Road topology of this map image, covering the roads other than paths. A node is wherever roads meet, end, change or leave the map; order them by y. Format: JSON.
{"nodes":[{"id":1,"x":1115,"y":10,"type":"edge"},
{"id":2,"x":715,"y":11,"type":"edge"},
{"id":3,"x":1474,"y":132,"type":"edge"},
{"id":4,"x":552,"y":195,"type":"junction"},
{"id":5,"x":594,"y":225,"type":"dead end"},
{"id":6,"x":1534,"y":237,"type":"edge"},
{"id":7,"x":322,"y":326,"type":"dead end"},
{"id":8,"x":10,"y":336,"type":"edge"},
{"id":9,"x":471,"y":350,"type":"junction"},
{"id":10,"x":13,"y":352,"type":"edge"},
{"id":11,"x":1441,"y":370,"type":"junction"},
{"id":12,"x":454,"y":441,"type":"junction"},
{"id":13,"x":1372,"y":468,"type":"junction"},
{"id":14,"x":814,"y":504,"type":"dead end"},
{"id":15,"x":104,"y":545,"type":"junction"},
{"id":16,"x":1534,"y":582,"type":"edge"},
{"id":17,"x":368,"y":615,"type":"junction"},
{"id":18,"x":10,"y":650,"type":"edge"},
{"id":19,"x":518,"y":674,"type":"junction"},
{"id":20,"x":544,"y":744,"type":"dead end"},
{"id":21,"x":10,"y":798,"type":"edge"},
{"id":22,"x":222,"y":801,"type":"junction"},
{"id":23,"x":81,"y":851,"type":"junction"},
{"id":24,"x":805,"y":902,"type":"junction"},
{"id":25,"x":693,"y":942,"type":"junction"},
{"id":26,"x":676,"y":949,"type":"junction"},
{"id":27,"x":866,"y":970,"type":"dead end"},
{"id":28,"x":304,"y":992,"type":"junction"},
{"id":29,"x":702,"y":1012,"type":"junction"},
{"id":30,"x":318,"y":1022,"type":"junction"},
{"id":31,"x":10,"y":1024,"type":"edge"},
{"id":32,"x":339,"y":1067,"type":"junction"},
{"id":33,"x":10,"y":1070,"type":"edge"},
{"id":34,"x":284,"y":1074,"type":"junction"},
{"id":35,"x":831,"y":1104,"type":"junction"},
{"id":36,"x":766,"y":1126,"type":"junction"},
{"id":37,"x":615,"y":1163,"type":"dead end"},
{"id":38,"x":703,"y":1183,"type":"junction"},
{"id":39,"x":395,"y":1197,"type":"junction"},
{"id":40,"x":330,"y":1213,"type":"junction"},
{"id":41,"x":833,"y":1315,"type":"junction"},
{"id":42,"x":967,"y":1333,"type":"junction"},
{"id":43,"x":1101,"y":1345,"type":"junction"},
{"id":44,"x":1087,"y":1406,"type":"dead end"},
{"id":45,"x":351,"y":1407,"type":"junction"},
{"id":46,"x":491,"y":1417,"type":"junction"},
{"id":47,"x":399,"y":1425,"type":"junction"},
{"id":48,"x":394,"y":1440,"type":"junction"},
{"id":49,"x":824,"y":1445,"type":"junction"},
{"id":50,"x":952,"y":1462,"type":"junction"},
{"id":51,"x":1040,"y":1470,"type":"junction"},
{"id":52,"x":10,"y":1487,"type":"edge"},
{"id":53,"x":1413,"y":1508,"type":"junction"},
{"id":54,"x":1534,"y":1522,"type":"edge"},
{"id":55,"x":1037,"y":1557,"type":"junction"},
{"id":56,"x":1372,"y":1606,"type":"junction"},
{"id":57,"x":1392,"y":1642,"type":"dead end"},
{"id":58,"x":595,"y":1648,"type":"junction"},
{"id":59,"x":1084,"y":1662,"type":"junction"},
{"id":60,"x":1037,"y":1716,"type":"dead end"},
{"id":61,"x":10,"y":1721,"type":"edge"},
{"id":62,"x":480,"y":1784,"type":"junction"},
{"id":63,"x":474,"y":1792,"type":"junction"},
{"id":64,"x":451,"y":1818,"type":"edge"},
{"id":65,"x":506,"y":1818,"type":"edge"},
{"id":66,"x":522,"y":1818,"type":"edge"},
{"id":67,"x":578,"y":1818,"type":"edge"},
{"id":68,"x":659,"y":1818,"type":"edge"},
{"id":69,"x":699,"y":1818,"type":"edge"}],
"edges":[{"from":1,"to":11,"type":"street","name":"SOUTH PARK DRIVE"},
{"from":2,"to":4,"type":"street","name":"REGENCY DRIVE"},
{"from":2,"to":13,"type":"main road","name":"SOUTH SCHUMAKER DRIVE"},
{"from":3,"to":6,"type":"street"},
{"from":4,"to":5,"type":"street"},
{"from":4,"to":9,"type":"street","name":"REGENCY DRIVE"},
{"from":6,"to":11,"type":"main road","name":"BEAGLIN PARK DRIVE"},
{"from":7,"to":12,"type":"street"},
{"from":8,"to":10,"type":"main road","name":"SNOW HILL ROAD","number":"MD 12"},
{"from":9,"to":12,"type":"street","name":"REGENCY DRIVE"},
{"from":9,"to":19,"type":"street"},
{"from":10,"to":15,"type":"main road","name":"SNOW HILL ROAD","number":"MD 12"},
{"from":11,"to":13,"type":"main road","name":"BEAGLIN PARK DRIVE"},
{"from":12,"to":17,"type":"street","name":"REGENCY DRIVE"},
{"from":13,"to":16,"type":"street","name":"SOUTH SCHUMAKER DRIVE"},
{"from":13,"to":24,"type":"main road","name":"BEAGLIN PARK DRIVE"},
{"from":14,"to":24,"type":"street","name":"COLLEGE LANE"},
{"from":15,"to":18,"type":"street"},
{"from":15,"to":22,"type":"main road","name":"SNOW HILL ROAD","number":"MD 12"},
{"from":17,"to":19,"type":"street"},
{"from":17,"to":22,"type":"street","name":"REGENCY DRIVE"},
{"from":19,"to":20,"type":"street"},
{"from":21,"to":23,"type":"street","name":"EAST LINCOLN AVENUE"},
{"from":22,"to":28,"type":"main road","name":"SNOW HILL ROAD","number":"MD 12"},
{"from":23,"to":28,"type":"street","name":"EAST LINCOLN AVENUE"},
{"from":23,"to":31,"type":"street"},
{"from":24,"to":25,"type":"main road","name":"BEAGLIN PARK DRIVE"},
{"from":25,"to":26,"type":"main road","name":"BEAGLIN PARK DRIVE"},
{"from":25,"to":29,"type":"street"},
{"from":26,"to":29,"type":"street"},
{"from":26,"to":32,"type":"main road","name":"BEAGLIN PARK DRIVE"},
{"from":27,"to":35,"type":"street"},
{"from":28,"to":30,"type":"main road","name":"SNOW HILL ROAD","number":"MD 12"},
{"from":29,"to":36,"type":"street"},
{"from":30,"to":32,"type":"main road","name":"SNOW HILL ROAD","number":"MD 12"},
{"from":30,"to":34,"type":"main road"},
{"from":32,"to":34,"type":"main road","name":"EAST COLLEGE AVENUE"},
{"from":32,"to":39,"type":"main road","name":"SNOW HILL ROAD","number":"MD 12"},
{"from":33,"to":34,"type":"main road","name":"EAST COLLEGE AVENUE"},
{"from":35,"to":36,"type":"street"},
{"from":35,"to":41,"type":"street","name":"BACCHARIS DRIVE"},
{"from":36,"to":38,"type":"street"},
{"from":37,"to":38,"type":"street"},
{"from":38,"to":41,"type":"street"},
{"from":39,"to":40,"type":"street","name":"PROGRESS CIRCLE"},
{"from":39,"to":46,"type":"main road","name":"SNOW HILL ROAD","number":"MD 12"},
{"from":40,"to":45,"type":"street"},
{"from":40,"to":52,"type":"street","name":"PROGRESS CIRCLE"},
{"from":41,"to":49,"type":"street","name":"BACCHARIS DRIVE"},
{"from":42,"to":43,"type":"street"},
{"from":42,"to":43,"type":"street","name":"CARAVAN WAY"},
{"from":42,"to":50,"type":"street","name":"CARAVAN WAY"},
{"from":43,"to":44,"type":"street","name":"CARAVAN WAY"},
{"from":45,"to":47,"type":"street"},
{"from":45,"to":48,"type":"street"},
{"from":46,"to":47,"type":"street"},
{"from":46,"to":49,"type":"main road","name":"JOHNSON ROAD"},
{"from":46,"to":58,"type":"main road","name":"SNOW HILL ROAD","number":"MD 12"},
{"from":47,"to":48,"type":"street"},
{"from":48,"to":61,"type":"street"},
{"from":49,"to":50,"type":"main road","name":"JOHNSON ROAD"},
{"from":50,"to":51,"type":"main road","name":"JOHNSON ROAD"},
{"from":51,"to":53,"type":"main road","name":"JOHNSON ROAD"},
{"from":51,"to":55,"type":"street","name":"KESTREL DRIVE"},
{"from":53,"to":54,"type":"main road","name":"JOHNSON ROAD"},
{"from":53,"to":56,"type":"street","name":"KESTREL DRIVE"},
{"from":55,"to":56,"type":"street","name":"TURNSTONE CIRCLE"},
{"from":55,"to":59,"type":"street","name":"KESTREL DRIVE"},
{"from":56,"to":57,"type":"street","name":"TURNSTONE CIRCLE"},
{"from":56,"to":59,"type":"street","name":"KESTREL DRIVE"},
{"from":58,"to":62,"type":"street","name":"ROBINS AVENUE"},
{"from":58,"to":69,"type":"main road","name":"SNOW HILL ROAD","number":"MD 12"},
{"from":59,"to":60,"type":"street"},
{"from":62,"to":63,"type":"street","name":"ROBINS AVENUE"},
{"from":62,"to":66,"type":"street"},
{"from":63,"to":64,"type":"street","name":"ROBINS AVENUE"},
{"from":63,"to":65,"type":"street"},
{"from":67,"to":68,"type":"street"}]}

● **Try it**
List each line of the records that holds the string "TURNSTONE".

● **Solution to this problem**
{"from":55,"to":56,"type":"street","name":"TURNSTONE CIRCLE"},
{"from":56,"to":57,"type":"street","name":"TURNSTONE CIRCLE"},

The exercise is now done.